Back in Madison, there’s some optimistic news from Capital High, albeit anecdotal. Recently, Matt has been hearing from 2020 graduates who are now ready to return to their studies. Multiple students have reached out asking for transcripts and letters of recommendation.
“Any student who had been college bound, I don’t think that they gave up on the dream completely,” she said.
Matt — who was named 2021 Wisconsin School Counselor of the Year — distributes her contact information to graduating seniors, knowing that many don’t have parents who are familiar with the college process. She works with about 200 students at a time, comfortably within the 250-student maximum recommended by the American School Counselors Association, meaning she has the bandwidth to provide some extra help, even post-graduation.
Nationwide, however, high school counselors work with an average of 311 students, and only 1 in 5 high schoolers attend a school sufficiently staffed with counselors.
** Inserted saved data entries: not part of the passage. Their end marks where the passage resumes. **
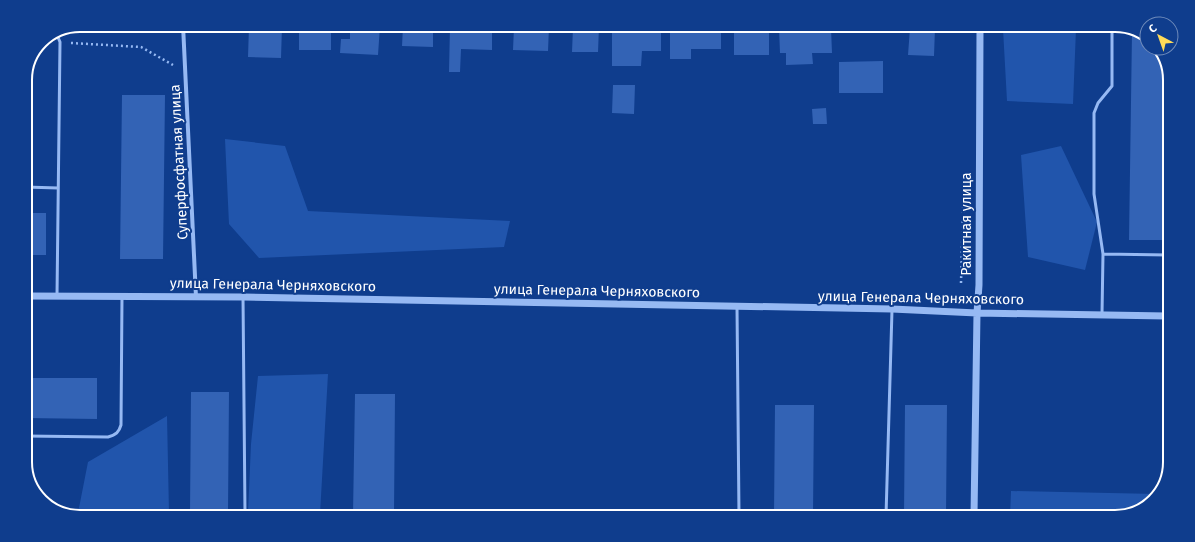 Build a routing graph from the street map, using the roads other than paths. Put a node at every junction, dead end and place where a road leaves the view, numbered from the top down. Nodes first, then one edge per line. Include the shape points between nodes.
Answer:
1 (183, 32) edge
2 (980, 32) edge
3 (1112, 32) edge
4 (58, 37) edge
5 (32, 187) edge
6 (58, 188) junction
7 (1103, 254) junction
8 (1163, 255) edge
9 (32, 296) edge
10 (57, 296) junction
11 (122, 296) junction
12 (196, 296) junction
13 (243, 297) junction
14 (737, 307) junction
15 (892, 309) junction
16 (977, 313) junction
17 (1102, 315) junction
18 (1163, 316) edge
19 (32, 436) edge
20 (245, 510) edge
21 (739, 510) edge
22 (886, 510) edge
23 (974, 510) edge

1 - 12 street, Суперфосфатная улица
2 - 16 street, Ракитная улица
3 - 7 lane via 1112,86 1098,102 1094,113 1094,194
4 - 6 lane
5 - 6 lane
6 - 10 lane
7 - 8 lane
7 - 17 lane
9 - 10 street, улица Генерала Черняховского
10 - 11 street, улица Генерала Черняховского
11 - 12 street, улица Генерала Черняховского
11 - 19 lane via 119,431 108,437
12 - 13 street, улица Генерала Черняховского
13 - 14 street, улица Генерала Черняховского
13 - 20 lane
14 - 15 street, улица Генерала Черняховского
14 - 21 lane
15 - 16 street, улица Генерала Черняховского
15 - 22 lane
16 - 17 street, улица Генерала Черняховского
16 - 23 street, Ракитная улица
17 - 18 street, улица Генерала Черняховского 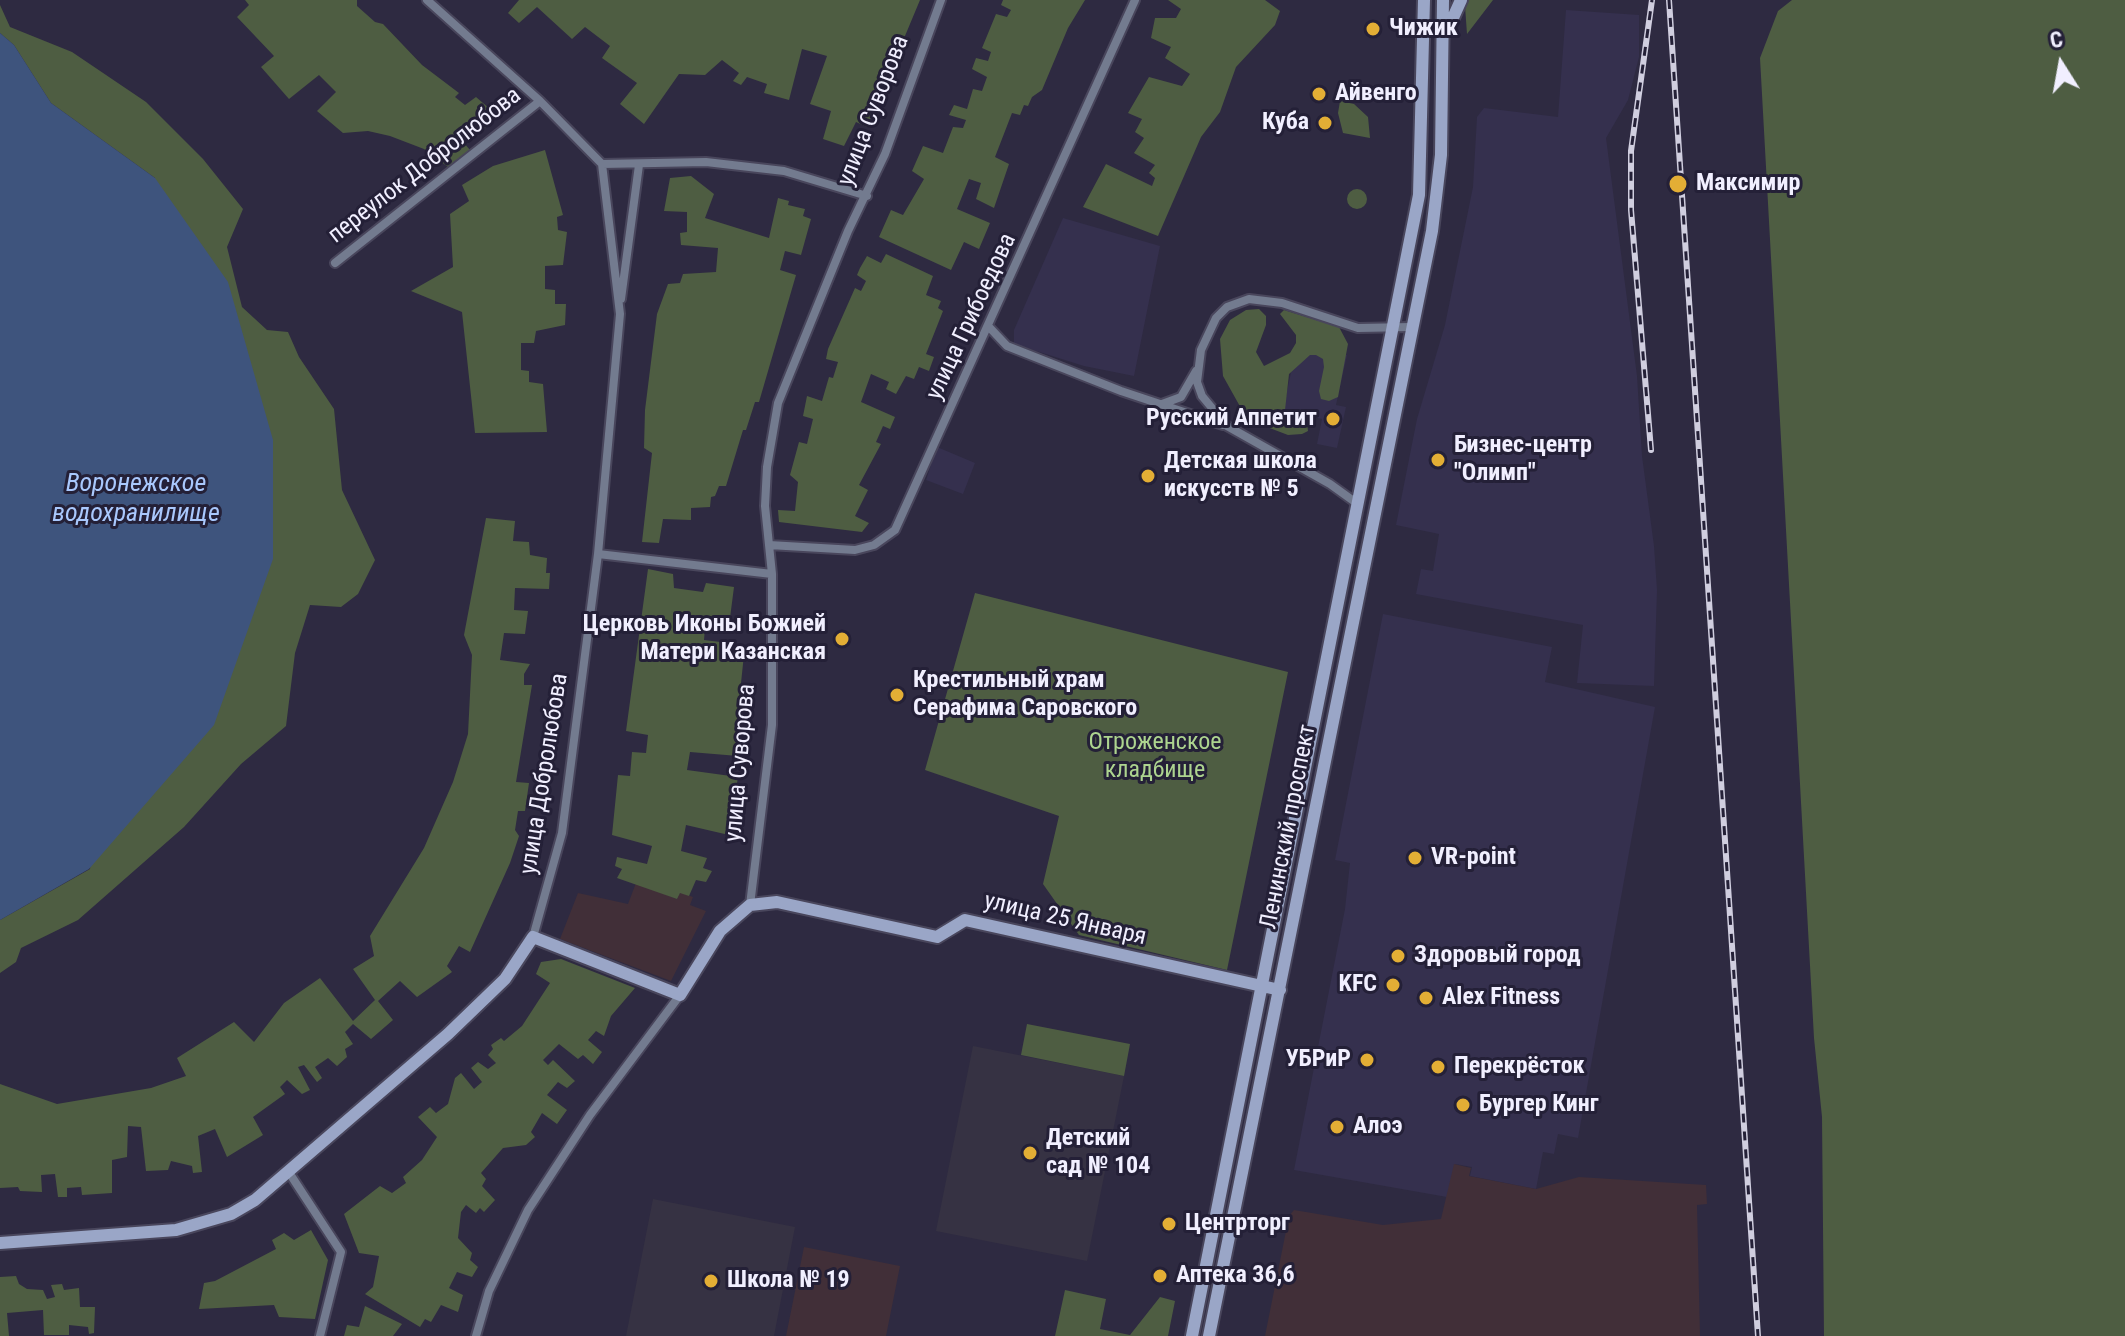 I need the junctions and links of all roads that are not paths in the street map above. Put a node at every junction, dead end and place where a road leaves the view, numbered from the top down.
1 (427, 0) edge
2 (941, 0) edge
3 (1135, 0) edge
4 (1424, 0) edge
5 (1443, 0) edge
6 (1461, 0) edge
7 (1443, 46) junction
8 (540, 101) junction
9 (602, 164) junction
10 (639, 165) junction
11 (867, 196) junction
12 (335, 263) dead end
13 (620, 314) junction
14 (1411, 327) junction
15 (990, 328) junction
16 (1390, 329) junction
17 (1197, 369) junction
18 (1162, 404) junction
19 (1227, 426) junction
20 (1355, 502) junction
21 (1368, 544) junction
22 (769, 545) junction
23 (598, 554) junction
24 (772, 574) junction
25 (750, 905) junction
26 (533, 937) junction
27 (1262, 986) junction
28 (1280, 990) junction
29 (680, 995) junction
30 (290, 1174) junction
31 (0, 1243) edge
32 (320, 1336) edge
33 (476, 1336) edge
34 (1192, 1336) edge
35 (1209, 1336) edge

1 - 8 street
2 - 11 street, улица Суворова
3 - 15 street, улица Грибоедова
4 - 16 main road, Ленинский проспект
5 - 7 main road, Ленинский проспект
6 - 7 main road
7 - 14 main road, Ленинский проспект
8 - 9 street
8 - 12 street, переулок Добролюбова
9 - 10 street
9 - 13 street, улица Добролюбова
10 - 11 street
10 - 13 street
11 - 22 street, улица Суворова
13 - 23 street, улица Добролюбова
14 - 16 street
14 - 21 main road, Ленинский проспект
15 - 18 street
15 - 22 street, улица Грибоедова
16 - 17 street
16 - 20 main road, Ленинский проспект
17 - 18 street
17 - 19 street
18 - 19 street
19 - 20 street
20 - 21 main road
20 - 27 main road, Ленинский проспект
21 - 28 main road, Ленинский проспект
22 - 24 street, улица Суворова
23 - 24 street
23 - 26 street, улица Добролюбова
24 - 25 street, улица Суворова
25 - 27 main road, улица 25 Января
25 - 29 main road
26 - 29 main road
26 - 30 main road, улица Добролюбова
27 - 28 main road, улица 25 Января
27 - 34 main road, Ленинский проспект
28 - 35 main road, Ленинский проспект
29 - 33 street
30 - 31 main road, улица Добролюбова
30 - 32 street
In such cases, many graduates seeking to finally enroll in college after multiple years off may have to navigate the path on their own.
Even for Matt’s students, she worries the extended time away from academics could make for a rough re-entry process.
“If you’re not practicing math everyday you start losing those skills,” she explained.
Given that, colleges and universities should make plans to help students re-adjust to school and studying, she said.
It’s an idea that Shapiro, at the Clearinghouse, echoes.
“If these students are to come back next year or two years further down the road,” he said, “they’re going to need more attention, more help, to make that transition.”